Mais uma vez a sorte sorriu a Alcino, que como toxicodependente conhecia muita gente, de todos os gostos e feitios, foi assim que travou conhecimentos com Albertino da Silva, toxicodependente mas também deputado nas horas livres. Albertino da Silva era filho de transmontanos, embora Albertino nunca tivesse pisado terras para lá do Marão, tinha um carinho especial por aquelas gentes, e tratou de arranjar um bom emprego a Alcino. Arrumador de carros, emprego muito apetecido, dos mais bem pagos de Portugal, em troca, visto que ninguém dá nada a ninguém, Albertino pediu o Jerico, o burro de Alcino. O burro era um elemento de apoio muito útil para qualquer deputado, servia de transporte e evitava-se o dispêndio de dinheiro com arrumadores de carros. Isto porque não existia a profissão de arrumador de burros, e os arrumadores de carros não tinham formação específica para cuidar destes animais. Estes animais tinham mesmo lugar assegurado na Assembleia da República, (estilo estacionamento), mas isso é outra história…
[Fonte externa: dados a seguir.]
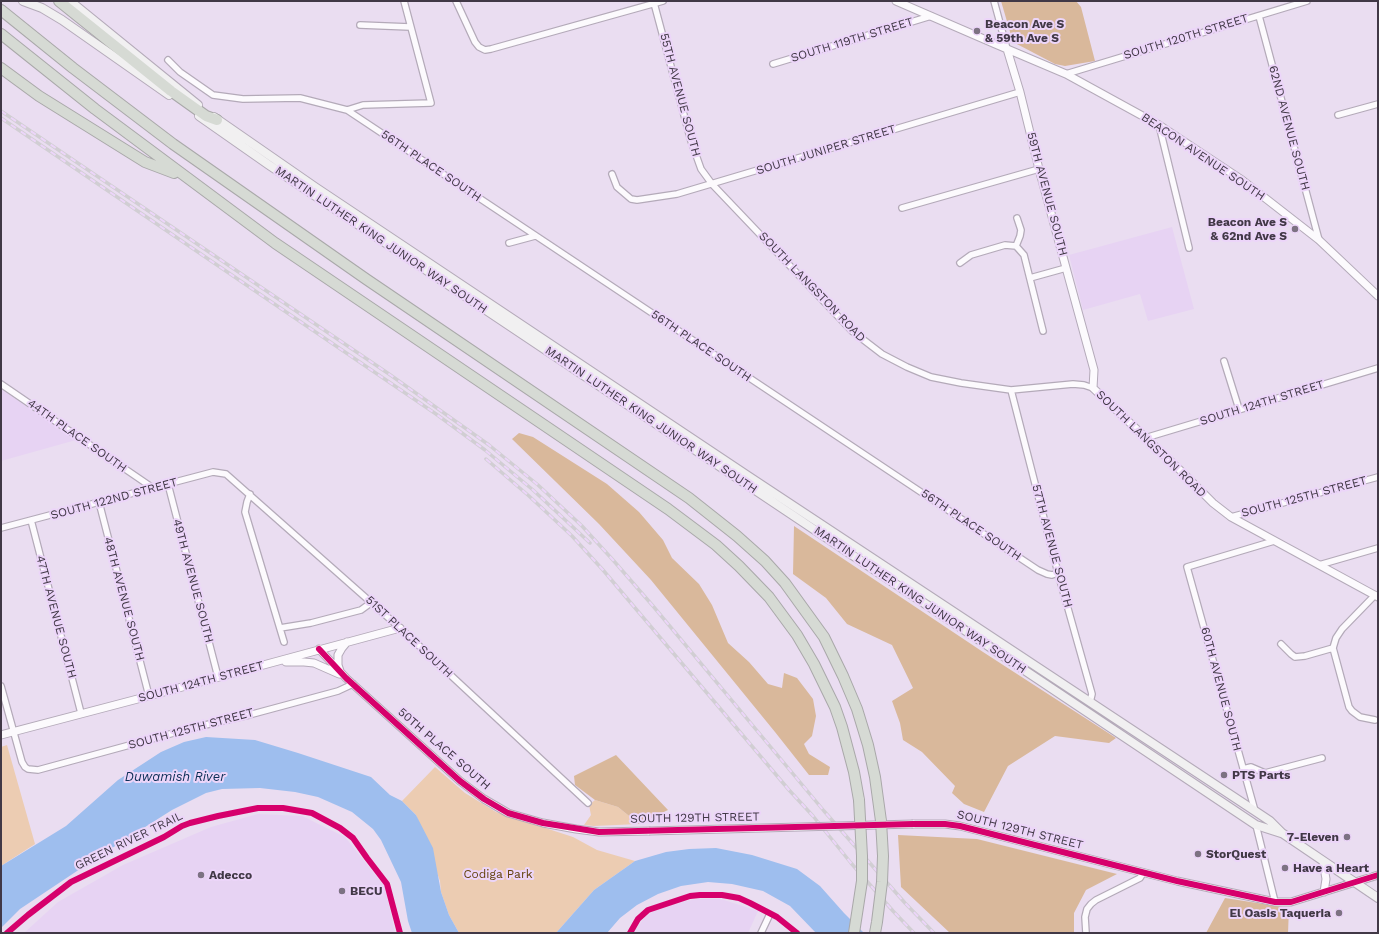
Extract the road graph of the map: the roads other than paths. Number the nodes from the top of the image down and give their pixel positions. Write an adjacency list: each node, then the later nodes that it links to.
1 (23, 1): 89 (main road, MARTIN LUTHER KING JUNIOR WAY SOUTH)
2 (59, 1): 26 (highway)
3 (70, 1): 26 (main road, MARTIN LUTHER KING JUNIOR WAY SOUTH)
4 (404, 1): 15 (street)
5 (456, 1): 10 (street)
6 (663, 1): 10 (street)
7 (896, 1): 12 (street, BEACON AVENUE SOUTH)
8 (994, 1): 17 (street, 59TH AVENUE SOUTH)
9 (1307, 1): 13 (street, SOUTH 120TH STREET)
10 (654, 4): 31 (street, 55TH AVENUE SOUTH)
11 (1, 10): 102 (highway, bridge)
12 (931, 16): 17 (street, BEACON AVENUE SOUTH); 19 (street, SOUTH 119TH STREET)
13 (1258, 16): 21 (street, SOUTH 120TH STREET); 35 (street, 62ND AVENUE SOUTH)
14 (360, 25): 15 (street)
15 (410, 27): 24 (street)
16 (1, 34): 30 (highway)
17 (1007, 49): 21 (street, BEACON AVENUE SOUTH); 22 (street, 59TH AVENUE SOUTH)
18 (168, 60): 24 (street)
19 (773, 64)
20 (1, 68): 30 (highway)
21 (1066, 74): 27 (street, BEACON AVENUE SOUTH)
22 (1020, 92): 28 (street, 59TH AVENUE SOUTH); 31 (street, SOUTH JUNIPER STREET)
23 (1378, 104): 25 (street)
24 (347, 110): 34 (street, 56TH PLACE SOUTH)
25 (1338, 115)
26 (217, 120): 80 (main road, MARTIN LUTHER KING JUNIOR WAY SOUTH)
27 (1159, 125): 35 (street, BEACON AVENUE SOUTH); 38 (street)
28 (1039, 168): 32 (street); 40 (street, 59TH AVENUE SOUTH)
29 (612, 174): 31 (street, SOUTH JUNIPER STREET)
30 (187, 178): 101 (highway, bridge)
31 (712, 184): 48 (street, SOUTH LANGSTON ROAD)
32 (902, 208)
33 (1018, 218): 37 (street)
34 (535, 236): 36 (street); 63 (street, 56TH PLACE SOUTH)
35 (1319, 240): 42 (street, BEACON AVENUE SOUTH)
36 (509, 243)
37 (1016, 246): 39 (street); 41 (street)
38 (1189, 248)
39 (960, 263)
40 (1066, 268): 41 (street); 47 (street, 59TH AVENUE SOUTH)
41 (1030, 278): 43 (street)
42 (1378, 296)
43 (1043, 331)
44 (1224, 361): 49 (street)
45 (1378, 368): 49 (street, SOUTH 124TH STREET)
46 (1, 384): 54 (street, 44TH PLACE SOUTH)
47 (1093, 388): 48 (street, SOUTH LANGSTON ROAD); 50 (street, SOUTH LANGSTON ROAD)
48 (1012, 390): 63 (street, 57TH AVENUE SOUTH)
49 (1239, 409): 50 (street, SOUTH 124TH STREET)
50 (1145, 438): 57 (street, SOUTH LANGSTON ROAD)
51 (226, 474): 53 (street, SOUTH 122ND STREET); 55 (street, 51ST PLACE SOUTH)
52 (1378, 477): 57 (street, SOUTH 125TH STREET)
53 (168, 484): 54 (street, SOUTH 122ND STREET); 76 (street, 49TH AVENUE SOUTH)
54 (153, 488): 56 (street, SOUTH 122ND STREET)
55 (250, 494): 65 (street, 51ST PLACE SOUTH); 66 (street)
56 (99, 502): 58 (street, SOUTH 122ND STREET); 79 (street, 48TH AVENUE SOUTH)
57 (1231, 517): 60 (street, SOUTH LANGSTON ROAD)
58 (31, 520): 59 (street, SOUTH 122ND STREET); 81 (street, 47TH AVENUE SOUTH)
59 (1, 528)
60 (1274, 541): 62 (street, SOUTH LANGSTON ROAD); 86 (street, 60TH AVENUE SOUTH)
61 (1378, 548): 62 (street)
62 (1318, 565): 64 (street, SOUTH LANGSTON ROAD)
63 (1058, 573): 80 (street, 57TH AVENUE SOUTH)
64 (1377, 596): 71 (street)
65 (372, 602): 66 (street); 67 (street, 51ST PLACE SOUTH)
66 (280, 628): 68 (street)
67 (400, 628): 69 (street, SOUTH 124TH STREET); 87 (street, 51ST PLACE SOUTH)
68 (284, 642)
69 (347, 642): 72 (street, SOUTH 124TH STREET); 75 (street)
70 (1282, 644): 71 (street)
71 (1333, 648): 82 (street)
72 (319, 650): 73 (street, SOUTH 124TH STREET); 74 (street); 75 (street, 50TH PLACE SOUTH)
73 (264, 664): 74 (street); 76 (street, SOUTH 124TH STREET)
74 (322, 666): 75 (street)
75 (344, 675): 77 (street, 50TH PLACE SOUTH)
76 (218, 677): 79 (street, SOUTH 124TH STREET)
77 (353, 684): 83 (street, SOUTH 125TH STREET); 90 (street, 50TH PLACE SOUTH)
78 (1, 686): 83 (street)
79 (150, 696): 81 (street, SOUTH 124TH STREET)
80 (1090, 702): 88 (main road, MARTIN LUTHER KING JUNIOR WAY SOUTH)
81 (81, 713): 83 (street, SOUTH 124TH STREET)
82 (1375, 720)
83 (13, 731): 84 (street, SOUTH 124TH STREET)
84 (1, 735)
85 (1322, 758): 86 (street)
86 (1243, 769): 88 (street, 60TH AVENUE SOUTH)
87 (588, 803)
88 (1255, 811): 91 (main road, MARTIN LUTHER KING JUNIOR WAY SOUTH)
89 (1256, 825): 91 (main road, MARTIN LUTHER KING JUNIOR WAY SOUTH); 98 (street)
90 (576, 829): 93 (street, SOUTH 129TH STREET, bridge)
91 (1282, 833): 92 (main road, MARTIN LUTHER KING JUNIOR WAY SOUTH)
92 (1323, 861): 95 (main road, MARTIN LUTHER KING JUNIOR WAY SOUTH); 96 (street)
93 (1142, 873): 98 (street, SOUTH 129TH STREET); 103 (street)
94 (1378, 875): 95 (street, SOUTH 129TH STREET)
95 (1355, 882): 96 (street, SOUTH 129TH STREET); 97 (main road, MARTIN LUTHER KING JUNIOR WAY SOUTH)
96 (1324, 892): 98 (street, SOUTH 129TH STREET)
97 (1378, 898)
98 (1275, 902)
99 (769, 916): 100 (street)
100 (761, 933)
101 (854, 933)
102 (875, 933)
103 (1086, 933)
A vida corria bem ao casal, o filho nasceu bem de saudinha, dois meses após o parto, Alcino e Maria decidiram regressar à terra. Foi uma decisão difícil, principalmente para Alcino, ganhava bem e tinha-se viciado completamente no trabalho, mas as saudades de Mirandela falaram mais alto.
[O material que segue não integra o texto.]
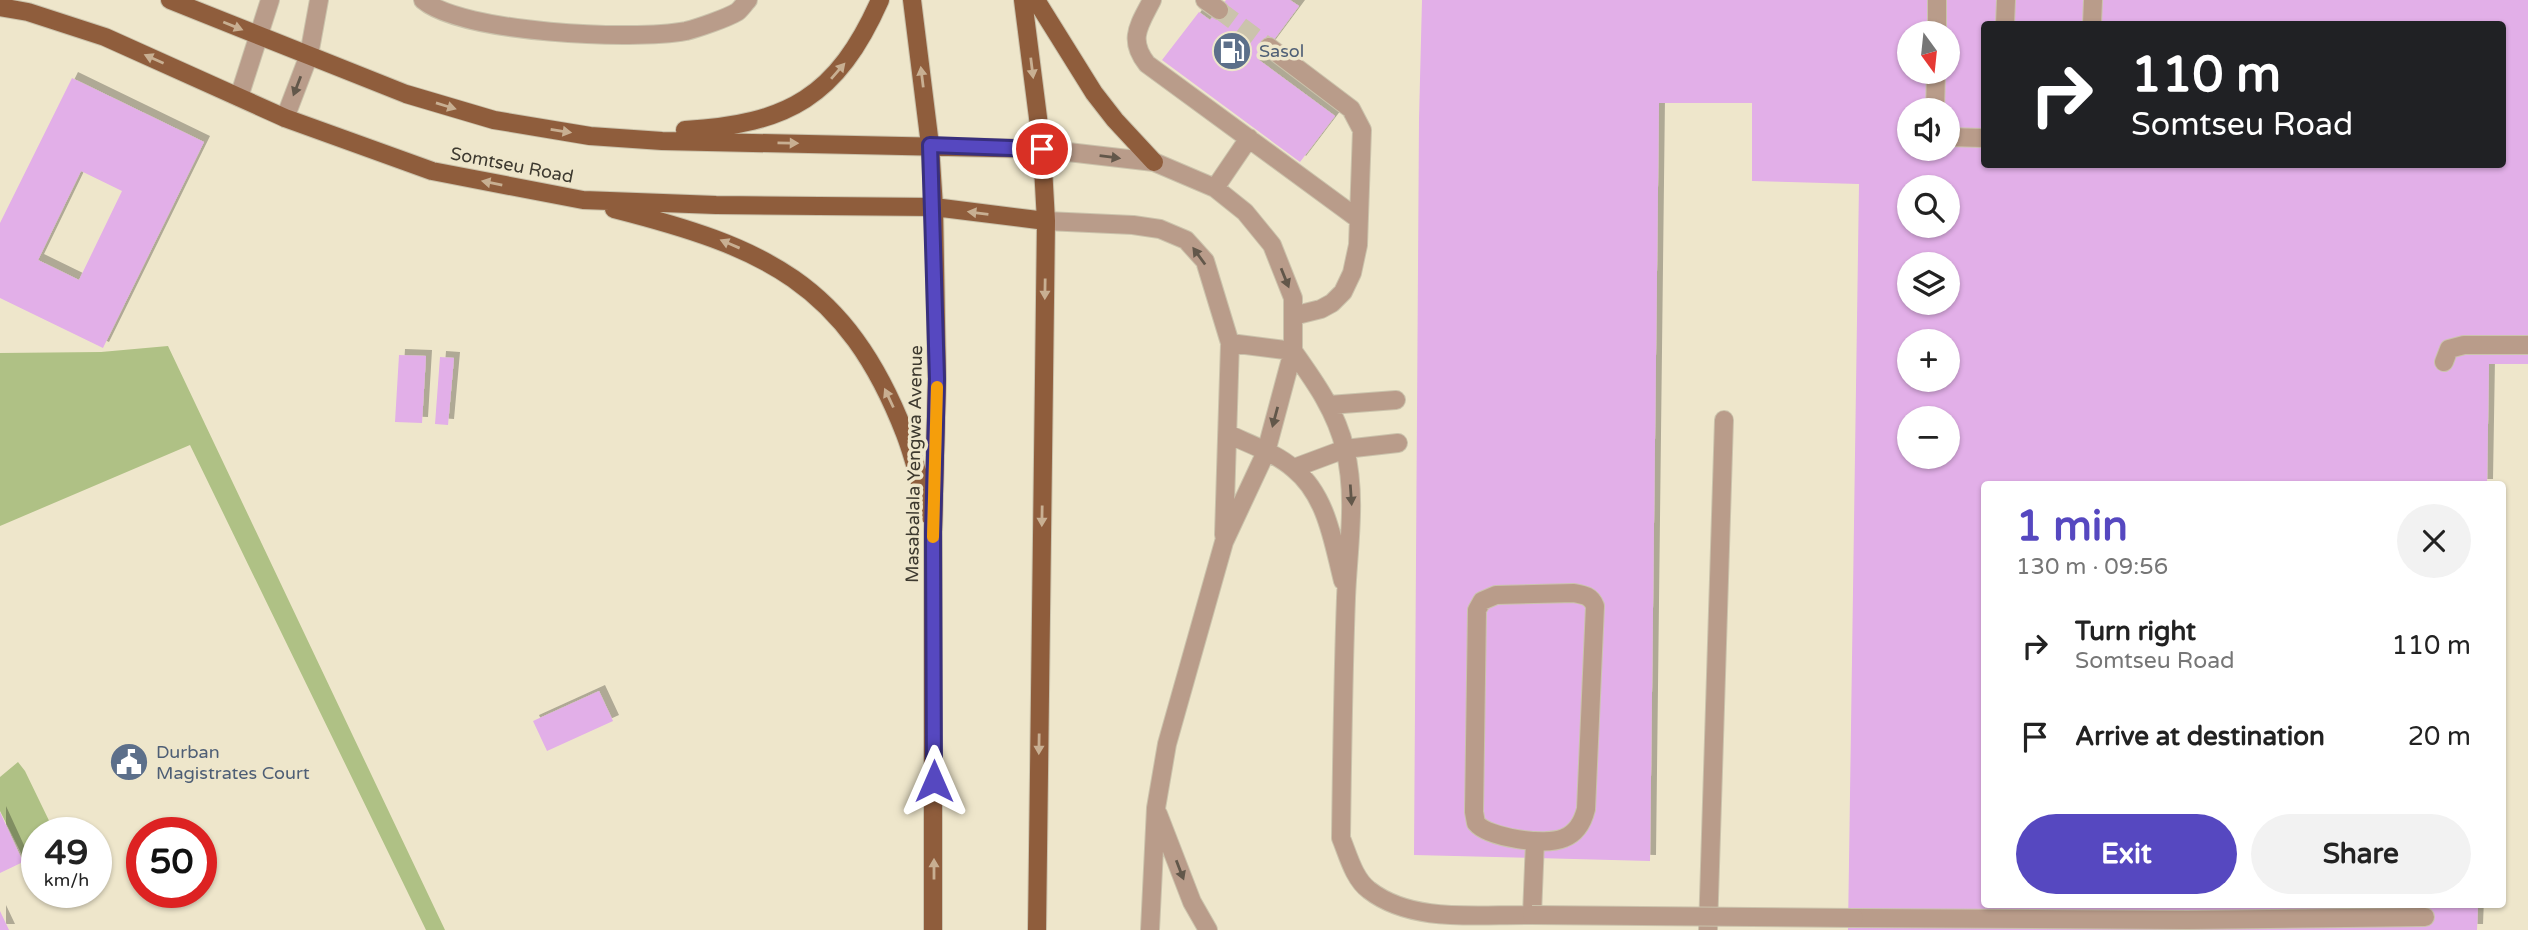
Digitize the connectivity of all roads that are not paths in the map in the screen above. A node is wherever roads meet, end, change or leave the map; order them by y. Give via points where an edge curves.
1 (170, 0) edge
2 (270, 0) edge
3 (319, 0) edge
4 (423, 0) edge
5 (748, 0) edge
6 (880, 0) edge
7 (912, 0) edge
8 (1023, 0) edge
9 (1036, 0) edge
10 (1152, 0) edge
11 (1937, 0) edge
12 (2006, 0) edge
13 (2093, 0) edge
14 (0, 7) edge
15 (1937, 21) edge
16 (2005, 21) edge
17 (2092, 21) edge
18 (259, 36) junction
19 (1269, 47) tunnel mouth
20 (309, 55) junction
21 (239, 97) junction
22 (285, 118) junction
23 (590, 136) junction
24 (1960, 137) edge
25 (1248, 138) junction
26 (1981, 138) edge
27 (930, 145) junction
28 (1042, 149) junction
29 (1154, 162) junction
30 (1215, 188) junction
31 (583, 201) junction
32 (934, 207) junction
33 (1357, 218) junction
34 (1046, 220) junction
35 (1293, 316) junction
36 (1230, 343) junction
37 (2528, 345) edge
38 (1293, 351) junction
39 (2444, 362) dead end
40 (1396, 400) dead end
41 (1329, 405) junction
42 (1724, 420) dead end
43 (1228, 434) junction
44 (1398, 443) dead end
45 (1345, 449) junction
46 (1266, 452) junction
47 (1294, 468) junction
48 (933, 532) junction
49 (1224, 542) junction
50 (1346, 594) junction
51 (1156, 808) junction
52 (1535, 841) junction
53 (1532, 915) junction
54 (2425, 917) dead end
55 (933, 930) edge
56 (1037, 930) edge
57 (1150, 930) edge
58 (1208, 930) edge
59 (1707, 930) edge

1 -> 18 main road
2 - 18 lane
3 - 20 lane
4 - 5 lane via 432,8 474,22 638,35 688,31 736,12
23 -> 6 main road via 724,128 783,111 825,85 841,69
27 -> 7 main road, Masabalala Yengwa Avenue
8 -> 28 main road
9 - 29 main road via 1094,93
10 - 25 lane via 1136,32 1140,56
11 - 15 lane
12 - 16 lane
13 - 17 lane
21 -> 14 main road, Somtseu Road via 105,37
18 - 20 main road
18 - 21 lane
19 - 33 lane via 1356,117 1362,131
20 -> 22 lane
20 -> 23 main road via 406,94 494,120
21 - 22 main road, Somtseu Road
31 -> 22 main road, Somtseu Road via 432,172
23 -> 27 main road
24 - 26 lane
25 - 30 lane
25 - 33 lane
27 - 28 main road
27 - 32 main road, Masabalala Yengwa Avenue
28 -> 29 lane
28 - 34 main road
29 - 30 lane
30 -> 35 lane via 1245,212 1272,244 1293,298
31 - 32 main road, Somtseu Road
48 -> 31 main road via 906,436 889,397 860,346 828,306 784,272 728,243
34 -> 32 main road, Somtseu Road
32 - 48 main road, Masabalala Yengwa Avenue via 937,379
33 - 35 lane via 1358,245 1343,292 1321,309
36 -> 34 lane via 1205,261 1186,240 1160,229 1133,225
34 -> 56 main road
35 - 38 lane
36 - 38 lane
36 - 43 lane
37 - 39 lane via 2454,346
38 - 41 lane
38 -> 46 lane
40 - 41 lane
41 - 45 lane
42 - 59 lane
43 - 46 lane
43 - 49 lane
44 - 45 lane
45 - 47 lane
45 -> 50 lane via 1352,494
46 - 47 lane
46 - 49 lane
47 - 50 lane via 1317,495
55 -> 48 main road, Masabalala Yengwa Avenue
49 - 51 lane via 1167,744
50 - 53 lane via 1341,838 1352,868 1367,889 1425,913
51 - 57 lane
51 -> 58 lane via 1192,902
52 - 52 lane via 1490,834 1476,823 1478,610 1482,601 1496,595 1585,595 1595,606 1586,809 1583,821 1564,839
52 - 53 lane
53 - 54 lane, bridge via 2188,920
Não tendo, burro resolveram apanhar o TGV até ao Porto e dali para cima algo se haveria de arranjar. E assim foi, do Porto a Amarante foram a pé, graças a Deus, que gente conhecida sempre se encontra e como todos somos filhos da terra a amizade está feita. Alcino pedia uma boleia na carroça do Senhor Justino, carroça essa puxada por dois machos, macho para quem não saiba é o animal cruzado do burro com o cavalo.

O Sr. Justino tinha ido ao Porto buscar uma criança, já filho adoptivo, que tinha mandado importar de Africa. A importação de crianças e posterior adopção, é um programa do governo, financeiramente assegurado pela Assistência Social, para tentar rejuvenescer a idosa população portuguesa.
O Sr. Justino era um homem alegre de piada fácil, depois de saber a história de Alcino e como tinha perdido o seu burro, mandou logo a sua piadita, «Burro que vai para o parlamento nunca mais de lá sai».